What the task requires: Report every line in the records below that holds the word "Stival".

The records:
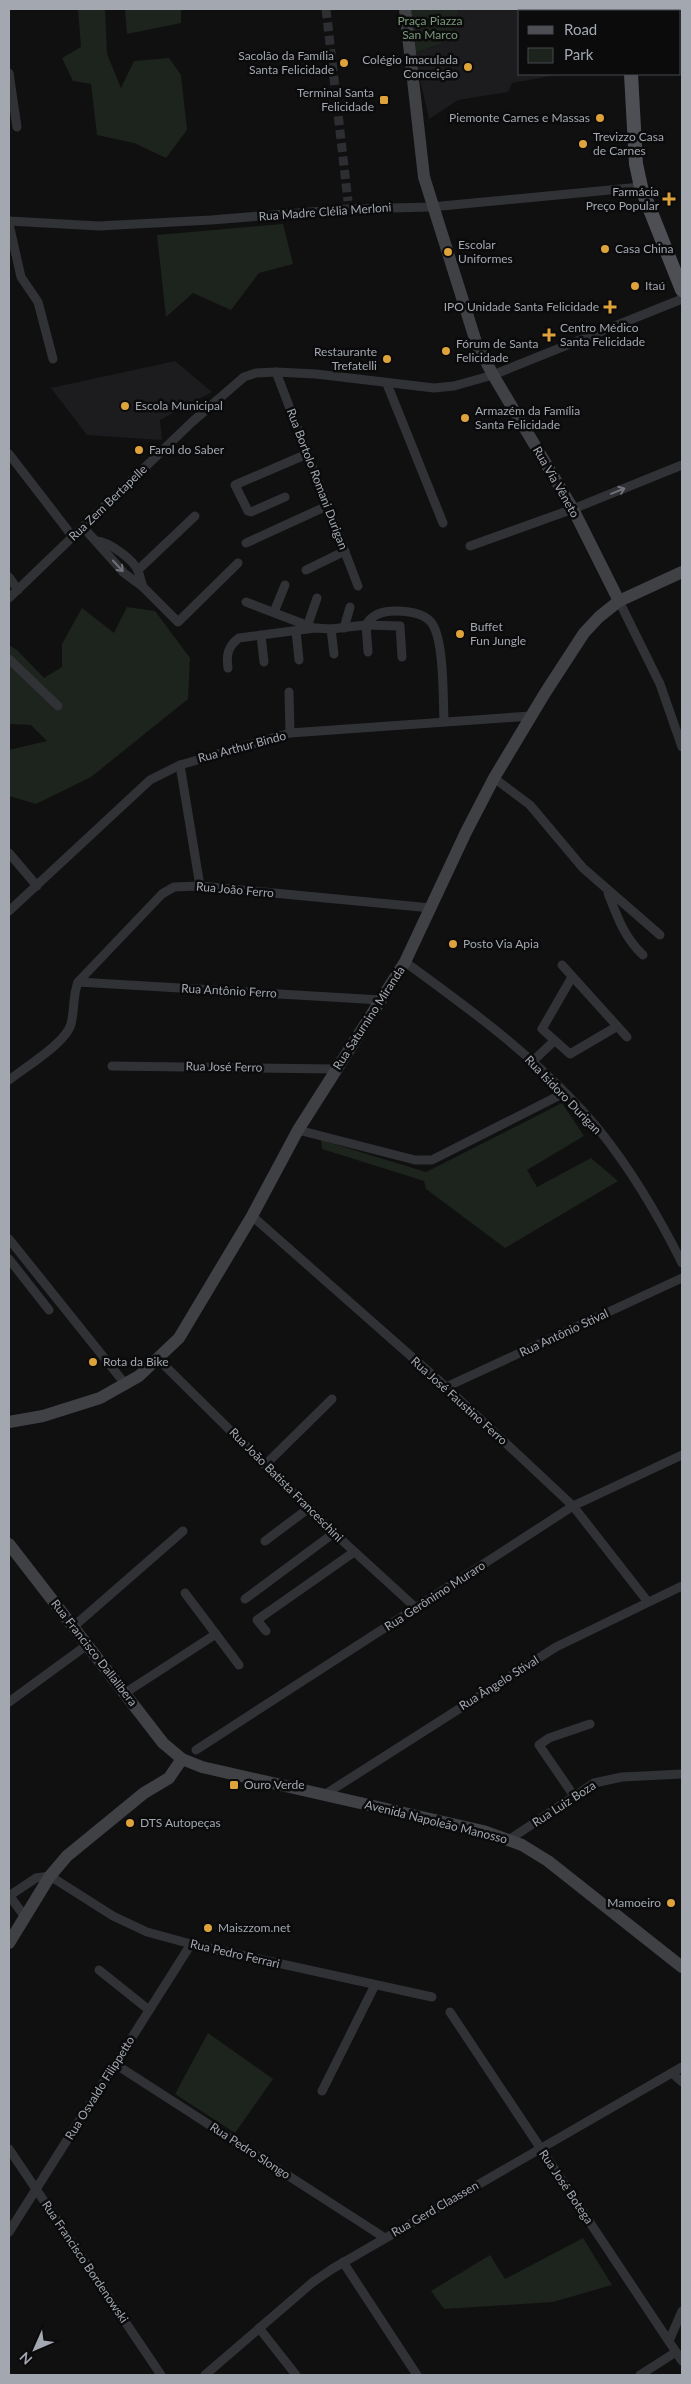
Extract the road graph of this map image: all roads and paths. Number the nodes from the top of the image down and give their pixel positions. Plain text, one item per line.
1 (405, 9) edge
2 (9, 73) edge
3 (632, 75) edge
4 (10, 89) edge
5 (17, 127) dead end
6 (641, 186) junction
7 (431, 207) junction
8 (9, 222) edge
9 (682, 290) edge
10 (682, 299) edge
11 (53, 359) dead end
12 (276, 372) junction
13 (493, 375) junction
14 (388, 384) junction
15 (9, 454) edge
16 (307, 454) junction
17 (682, 465) edge
18 (285, 496) dead end
19 (327, 506) junction
20 (573, 509) junction
21 (195, 516) dead end
22 (444, 523) dead end
23 (83, 527) junction
24 (72, 538) junction
25 (97, 541) junction
26 (246, 543) dead end
27 (470, 546) dead end
28 (345, 551) junction
29 (238, 563) dead end
30 (138, 570) junction
31 (306, 570) dead end
32 (682, 572) edge
33 (9, 577) edge
34 (285, 585) dead end
35 (358, 586) dead end
36 (143, 587) junction
37 (18, 590) junction
38 (9, 598) edge
39 (317, 598) dead end
40 (619, 601) junction
41 (246, 602) dead end
42 (350, 607) dead end
43 (274, 612) junction
44 (366, 625) junction
45 (311, 626) junction
46 (344, 628) junction
47 (331, 629) junction
48 (296, 631) junction
49 (261, 636) junction
50 (368, 652) dead end
51 (334, 654) dead end
52 (402, 657) dead end
53 (9, 659) edge
54 (299, 660) dead end
55 (264, 662) dead end
56 (228, 668) dead end
57 (289, 692) dead end
58 (58, 706) dead end
59 (532, 716) junction
60 (444, 721) junction
61 (290, 733) junction
62 (682, 747) edge
63 (180, 765) junction
64 (494, 778) junction
65 (9, 854) edge
66 (36, 886) junction
67 (200, 886) junction
68 (607, 890) junction
69 (431, 908) junction
70 (9, 911) edge
71 (660, 935) dead end
72 (643, 955) dead end
73 (405, 962) junction
74 (562, 965) dead end
75 (572, 977) junction
76 (78, 982) junction
77 (381, 1000) junction
78 (616, 1027) junction
79 (627, 1037) dead end
80 (554, 1041) junction
81 (532, 1062) junction
82 (112, 1066) dead end
83 (336, 1069) junction
84 (9, 1080) edge
85 (564, 1093) junction
86 (298, 1130) junction
87 (252, 1216) junction
88 (9, 1239) edge
89 (9, 1259) edge
90 (682, 1263) edge
91 (682, 1278) edge
92 (49, 1310) dead end
93 (159, 1360) junction
94 (126, 1384) junction
95 (446, 1387) junction
96 (332, 1399) dead end
97 (11, 1423) edge
98 (682, 1455) edge
99 (265, 1465) junction
100 (573, 1506) junction
101 (308, 1508) junction
102 (183, 1531) dead end
103 (334, 1533) junction
104 (265, 1541) dead end
105 (9, 1544) edge
106 (354, 1552) junction
107 (682, 1586) edge
108 (185, 1592) dead end
109 (245, 1599) dead end
110 (648, 1602) junction
111 (416, 1608) junction
112 (73, 1627) junction
113 (266, 1632) dead end
114 (216, 1634) junction
115 (87, 1645) junction
116 (239, 1665) dead end
117 (125, 1693) junction
118 (9, 1702) edge
119 (590, 1724) dead end
120 (196, 1750) dead end
121 (182, 1759) junction
122 (682, 1774) edge
123 (324, 1795) junction
124 (574, 1796) junction
125 (510, 1839) junction
126 (50, 1876) junction
127 (9, 1896) edge
128 (25, 1917) junction
129 (9, 1943) edge
130 (191, 1944) junction
131 (682, 1967) edge
132 (99, 1970) dead end
133 (375, 1985) junction
134 (432, 1997) dead end
135 (149, 2010) junction
136 (450, 2012) dead end
137 (115, 2064) junction
138 (682, 2067) edge
139 (672, 2073) junction
140 (682, 2082) edge
141 (322, 2091) dead end
142 (540, 2149) junction
143 (9, 2150) edge
144 (36, 2189) junction
145 (9, 2232) edge
146 (385, 2238) junction
147 (343, 2262) junction
148 (682, 2311) edge
149 (260, 2328) junction
150 (668, 2341) junction
151 (676, 2352) junction
152 (682, 2361) edge
153 (162, 2375) edge
154 (205, 2375) edge
155 (296, 2375) edge
156 (417, 2375) edge
157 (640, 2375) edge

1 - 7 main road, Rua Via Vêneto
2 - 4 street
3 - 6 main road
4 - 5 street
6 - 7 street, Rua Madre Clélia Merloni
6 - 9 main road
7 - 8 street, Rua Madre Clélia Merloni
7 - 13 main road, Rua Via Vêneto
8 - 11 street
10 - 13 street, Rua Zem Bertapelle
12 - 14 street, Rua Zem Bertapelle
12 - 16 street, Rua Bortolo Romani Durigan
12 - 23 street, Rua Zem Bertapelle
13 - 14 street, Rua Zem Bertapelle
13 - 20 main road, Rua Via Vêneto
14 - 22 street
15 - 24 street
16 - 18 street
16 - 19 street, Rua Bortolo Romani Durigan
20 -> 17 street
19 - 26 street
19 - 28 street, Rua Bortolo Romani Durigan
20 - 27 street
20 - 40 main road, Rua Via Vêneto
21 - 30 street
23 - 24 street, Rua Zem Bertapelle
23 - 25 street
24 - 37 street, Rua Zem Bertapelle
25 - 30 street
25 -> 36 street
28 - 31 street
28 - 35 street, Rua Bortolo Romani Durigan
29 - 36 street
30 - 36 street
32 - 40 main road, Rua Saturnino Miranda
33 - 37 street
34 - 43 street
37 - 38 street, Rua Zem Bertapelle
39 - 45 street
40 - 59 main road, Rua Saturnino Miranda
40 - 62 street, Rua Via Vêneto
41 - 43 street
42 - 46 street
43 - 45 street
44 - 46 street
44 - 50 street
44 - 52 street
44 - 60 street
45 - 47 street
45 - 48 street
46 - 47 street
47 - 51 street
48 - 49 street
48 - 54 street
49 - 55 street
49 - 56 street
53 - 58 street
57 - 61 street
59 - 60 street, Rua Arthur Bindo
59 - 64 main road, Rua Saturnino Miranda
60 - 61 street, Rua Arthur Bindo
61 - 63 street, Rua Arthur Bindo
63 - 66 street, Rua Arthur Bindo
63 - 67 street
64 - 68 street
64 - 69 main road, Rua Saturnino Miranda
65 - 66 street
66 - 70 street, Rua Arthur Bindo
67 - 69 street, Rua João Ferro
67 - 76 street, Rua João Ferro
68 - 71 street
68 - 72 street
69 - 73 main road, Rua Saturnino Miranda
73 - 77 main road, Rua Saturnino Miranda
73 - 81 street, Rua Isidoro Durigan
74 - 75 street
75 - 78 street
75 - 80 street
76 - 77 street, Rua Antônio Ferro
76 - 84 street
77 - 83 main road, Rua Saturnino Miranda
78 - 79 street
78 - 80 street
80 - 81 street
81 - 85 street, Rua Isidoro Durigan
82 - 83 street, Rua José Ferro
83 - 86 main road, Rua Saturnino Miranda
85 - 86 street
85 - 90 street, Rua Isidoro Durigan
86 - 87 main road, Rua Saturnino Miranda
87 - 93 main road, Rua Saturnino Miranda
87 - 95 street, Rua José Faustino Ferro
88 - 94 street
89 - 92 street
91 - 95 street, Rua Antônio Stival
93 - 94 main road, Rua Saturnino Miranda
93 - 99 street, Rua João Batista Franceschini
94 - 97 main road, Rua Saturnino Miranda
95 - 100 street, Rua José Faustino Ferro
96 - 99 street
98 - 100 street, Rua Gerônimo Muraro
99 - 101 street, Rua João Batista Franceschini
100 - 110 street, Rua José Faustino Ferro
100 - 111 street, Rua Gerônimo Muraro
101 - 103 street, Rua João Batista Franceschini
101 - 104 street
102 - 112 street
103 - 106 street, Rua João Batista Franceschini
103 - 109 street
105 - 112 main road, Rua Francisco Dallalibera
106 - 111 street, Rua João Batista Franceschini
106 - 113 street
107 - 110 street, Rua Ângelo Stival
108 - 114 street
110 - 123 street, Rua Ângelo Stival
111 - 120 street, Rua Gerônimo Muraro
112 - 115 main road, Rua Francisco Dallalibera
114 - 116 street
114 - 117 street
115 - 117 main road, Rua Francisco Dallalibera
115 - 118 street
117 - 121 main road, Rua Francisco Dallalibera
119 - 124 street
121 - 123 main road, Avenida Napoleão Manosso
121 - 126 main road
122 - 124 street, Rua Luiz Boza
123 - 125 main road, Avenida Napoleão Manosso
124 - 125 street, Rua Luiz Boza
125 - 131 main road, Avenida Napoleão Manosso
126 - 127 street
126 - 128 main road
126 - 130 street, Rua Pedro Ferrari
127 - 128 street
128 - 129 main road
130 - 133 street, Rua Pedro Ferrari
130 - 135 street, Rua Osvaldo Filippetto
132 - 135 street
133 - 134 street, Rua Pedro Ferrari
133 - 141 street
135 - 137 street, Rua Osvaldo Filippetto
136 - 142 street, Rua José Botega
137 - 144 street, Rua Osvaldo Filippetto
137 - 146 street, Rua Pedro Slongo
138 - 139 street, Rua Gerd Claassen
139 - 140 street
139 - 142 street, Rua Gerd Claassen
142 - 146 street, Rua Gerd Claassen
142 - 150 street, Rua José Botega
143 - 144 street, Rua Francisco Bordenowski
144 - 145 street, Rua Osvaldo Filippetto
144 - 153 street, Rua Francisco Bordenowski
146 - 147 street, Rua Gerd Claassen
147 - 149 street, Rua Gerd Claassen
147 - 156 street
148 - 150 street
149 - 154 street, Rua Gerd Claassen
149 - 155 street
150 - 151 street, Rua José Botega
151 - 152 street, Rua José Botega
151 - 157 street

Written reply:
91 - 95 street, Rua Antônio Stival
107 - 110 street, Rua Ângelo Stival
110 - 123 street, Rua Ângelo Stival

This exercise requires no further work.